======== Supplied records

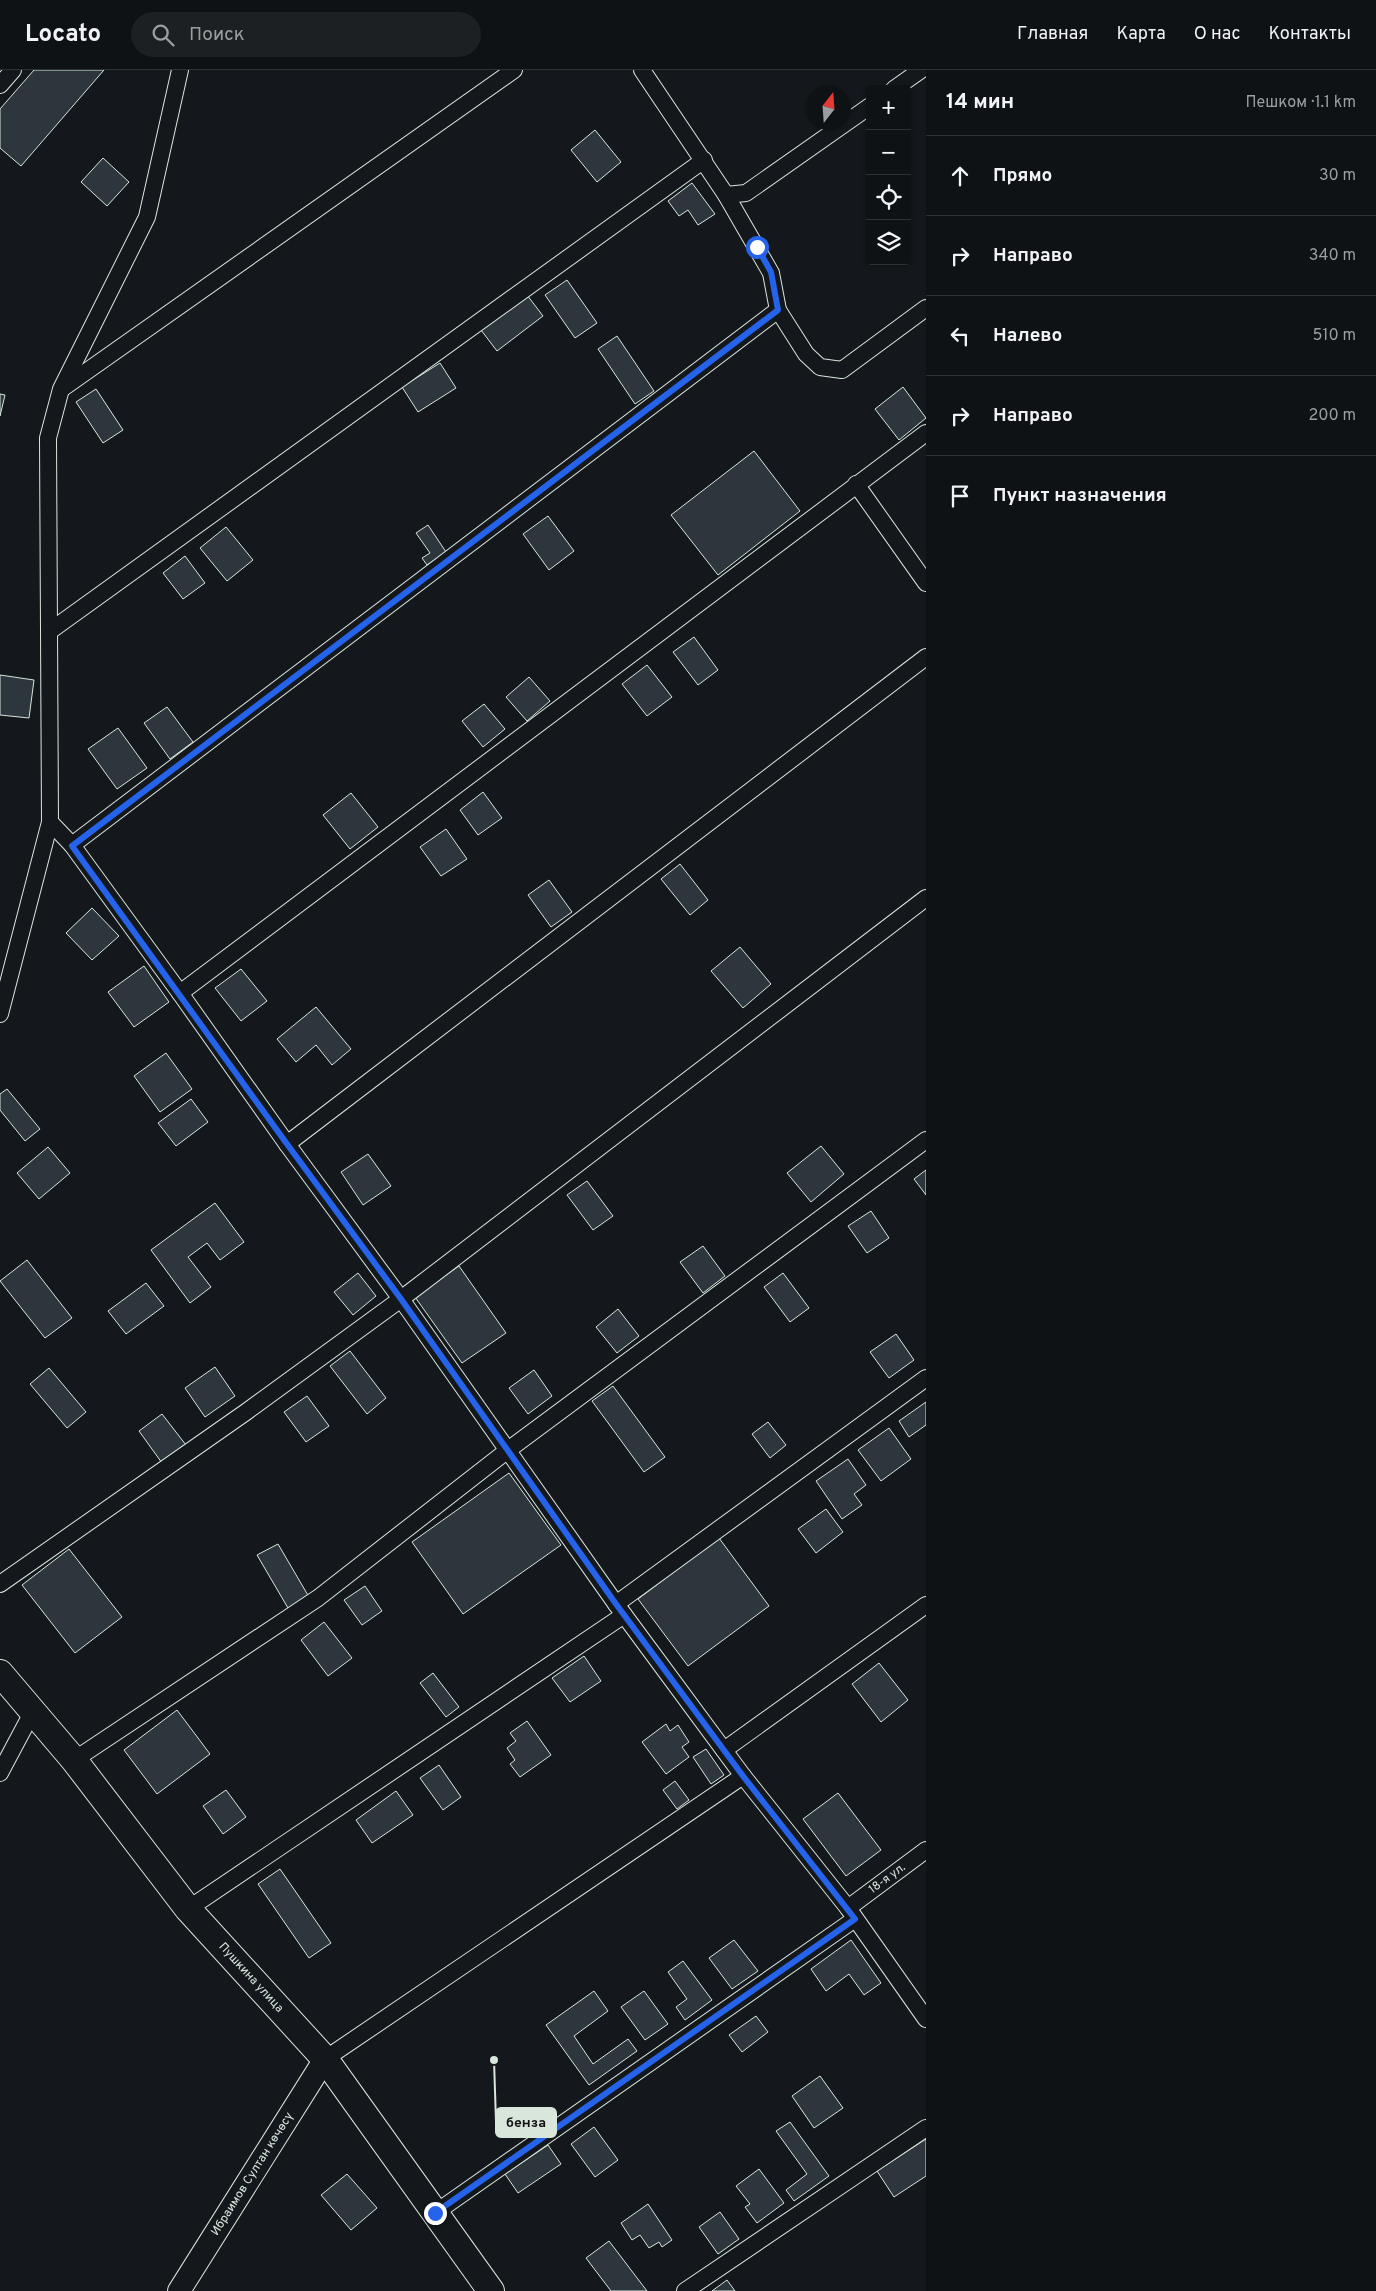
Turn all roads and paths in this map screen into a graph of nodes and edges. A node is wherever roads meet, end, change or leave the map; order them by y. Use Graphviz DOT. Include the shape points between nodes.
graph roads {
  1 [pos="13,70"];
  2 [pos="180,70"];
  3 [pos="514,70"];
  4 [pos="642,70"];
  5 [pos="921,70"];
  6 [pos="0,85"];
  7 [pos="900,85"];
  8 [pos="866,109"];
  9 [pos="704,160"];
  10 [pos="726,195"];
  11 [pos="926,308"];
  12 [pos="778,310"];
  13 [pos="61,389"];
  14 [pos="926,433"];
  15 [pos="856,484"];
  16 [pos="926,583"];
  17 [pos="50,632"];
  18 [pos="926,657"];
  19 [pos="50,822"];
  20 [pos="72,846"];
  21 [pos="926,898"];
  22 [pos="180,992"];
  23 [pos="0,1014"];
  24 [pos="926,1140"];
  25 [pos="287,1144"];
  26 [pos="401,1299"];
  27 [pos="926,1378"];
  28 [pos="508,1450"];
  29 [pos="0,1584"];
  30 [pos="926,1605"];
  31 [pos="620,1610"];
  32 [pos="0,1673"];
  33 [pos="33,1711"];
  34 [pos="724,1750"];
  35 [pos="74,1760"];
  36 [pos="0,1773"];
  37 [pos="743,1776"];
  38 [pos="926,1850"];
  39 [pos="188,1909"];
  40 [pos="851,1914"];
  41 [pos="926,2019"];
  42 [pos="326,2059"];
  43 [pos="926,2128"];
  44 [pos="435,2213"];
  45 [pos="179,2291"];
  46 [pos="491,2291"];
  47 [pos="685,2291"];
  1 -- 6 [label="street"];
  2 -- 13 [label="street" via="147,217"];
  3 -- 13 [label="street"];
  4 -- 9 [label="street"];
  5 -- 7 [label="street"];
  8 -- 10 [label="street" via="746,192"];
  9 -- 10 [label="street"];
  9 -- 17 [label="street"];
  10 -- 12 [label="street" via="771,272"];
  11 -- 12 [label="street" via="842,370 820,367 806,354"];
  12 -- 20 [label="street"];
  13 -- 17 [label="street" via="48,438"];
  14 -- 15 [label="street"];
  15 -- 16 [label="street"];
  15 -- 22 [label="street"];
  17 -- 19 [label="street"];
  18 -- 25 [label="street"];
  19 -- 20 [label="street"];
  19 -- 23 [label="street"];
  20 -- 22 [label="street"];
  21 -- 26 [label="street"];
  22 -- 25 [label="street"];
  24 -- 28 [label="street"];
  25 -- 26 [label="street"];
  26 -- 28 [label="street"];
  26 -- 29 [label="street"];
  27 -- 31 [label="street"];
  28 -- 31 [label="street"];
  28 -- 35 [label="street" via="318,1598"];
  30 -- 34 [label="street"];
  31 -- 34 [label="street"];
  31 -- 39 [label="street"];
  32 -- 33 [label="highway, Пушкина улица"];
  33 -- 35 [label="highway, Пушкина улица"];
  33 -- 36 [label="street"];
  34 -- 37 [label="street"];
  35 -- 39 [label="highway, Пушкина улица"];
  37 -- 40 [label="street"];
  37 -- 42 [label="street"];
  38 -- 40 [label="street, 18-я ул."];
  39 -- 42 [label="highway, Пушкина улица"];
  40 -- 41 [label="street"];
  40 -- 44 [label="street, 18-я ул."];
  42 -- 44 [label="highway, Пушкина улица"];
  42 -- 45 [label="main road, Ибраимов Султан көчөсү"];
  43 -- 47 [label="street"];
  44 -- 46 [label="highway, Пушкина улица"];
}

================

* What you are asked to do
If a line in the listing holds the word "roads", copy it out.

* Solution
Turn all roads and paths in this map screen into a graph of nodes and edges. A node is wherever roads meet, end, change or leave the map; order them by y. Use Graphviz DOT. Include the shape points between nodes.
graph roads {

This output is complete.